Mark Cuban on ‘Predictable’ Rockets: ‘That’s Not a Very Good Team’

The Houston Rockets looked like a pretty decent team Saturday, as they took down the visiting Dallas Mavericks in their first round Playoff series opener.

According to Mavs owner Mark Cuban, the Rockets are a “predictable” foe largely due to their reliance on analytics.

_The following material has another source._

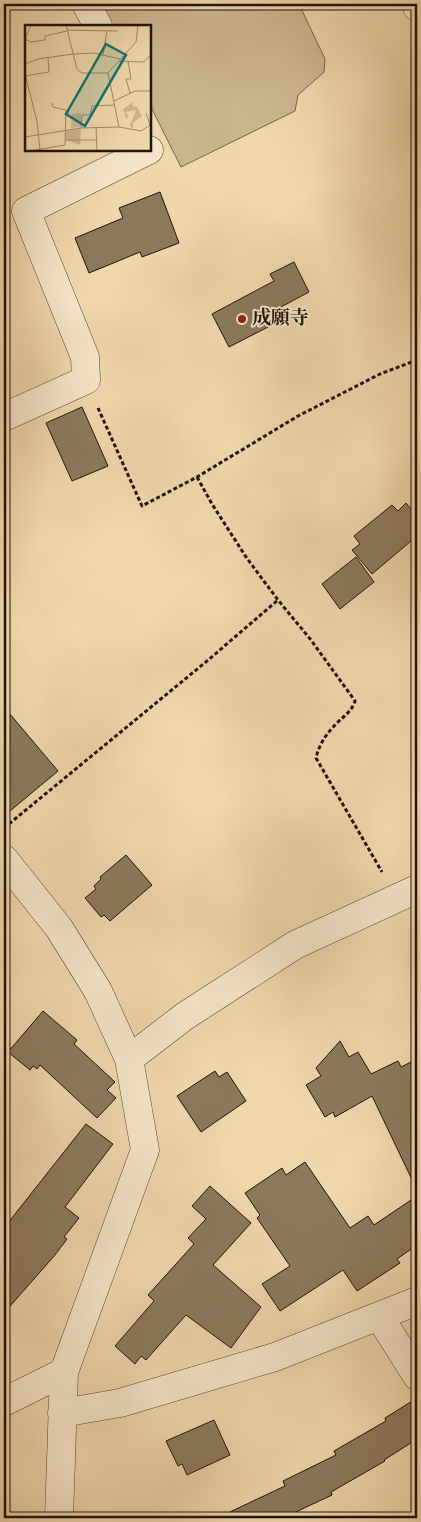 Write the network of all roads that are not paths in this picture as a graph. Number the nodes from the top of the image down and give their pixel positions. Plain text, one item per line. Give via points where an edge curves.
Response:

Cuban acknowledges, however, that MVP candidate James Harden makes Houston a very difficult out.

Per Grantland:

If Cuban’s 2011 (NBA Playoffs) experience taught him anything, it’s that a team with a smart coach, or a hot player, can suddenly outthink or outplay a team with a much higher seed. Playing against the same opponent over and over again, with less travel and no back-to-backs, favors certain kinds of tacticians and certain kinds of players. […] When coaches like (Rick) Carlisle and Gregg Popovich have time to hone their game plans against a single opponent, suddenly that corner 3 that was there all year dries up, or that basic defensive rotation that was rock-solid all season is coming a second too late. In the playoffs, teams with limited game plans get exposed. Conveniently, Cuban believes that Houston, his team’s first-round opponent in this season’s playoffs, is one of the most one-dimensional teams in the playoffs.

 

“[The biggest difference is] practice time. There’s no more predictable team than the Rockets. You know exactly what they’re gonna do,” he says. “But James Harden is so good. That’s what analytics have begot. Right? Predictability. If you know what the percentages are, in the playoffs, you have time to counter them. Whether you’re good enough to do it is another question. Because they are very talented, and James Harden, I think, is the MVP. Because that’s not a very good team over there.”

 

In the NBA playoffs, checkers turns into chess. Last season, the Spurs swept the Mavs during the regular season, but that had absolutely no bearing when the teams met in the first round. Carlisle actually had time to implement an opponent-specific strategy, and the Mavs almost pulled off a shocking upset. It took the eventual champs seven games to oust Dallas — by far their biggest scare on the road to glory. Cuban credits San Antonio’s flexibility as the eventual difference in that series. […] “We changed things up, but we didn’t have the manpower when they adjusted. They went through a whole season of doing it one way, and then they went to pick-and-roll with Tiago Splitter as their go-to bread and butter,” he says. “Those are the types of things where you have to have balance. They had somewhere else to go.”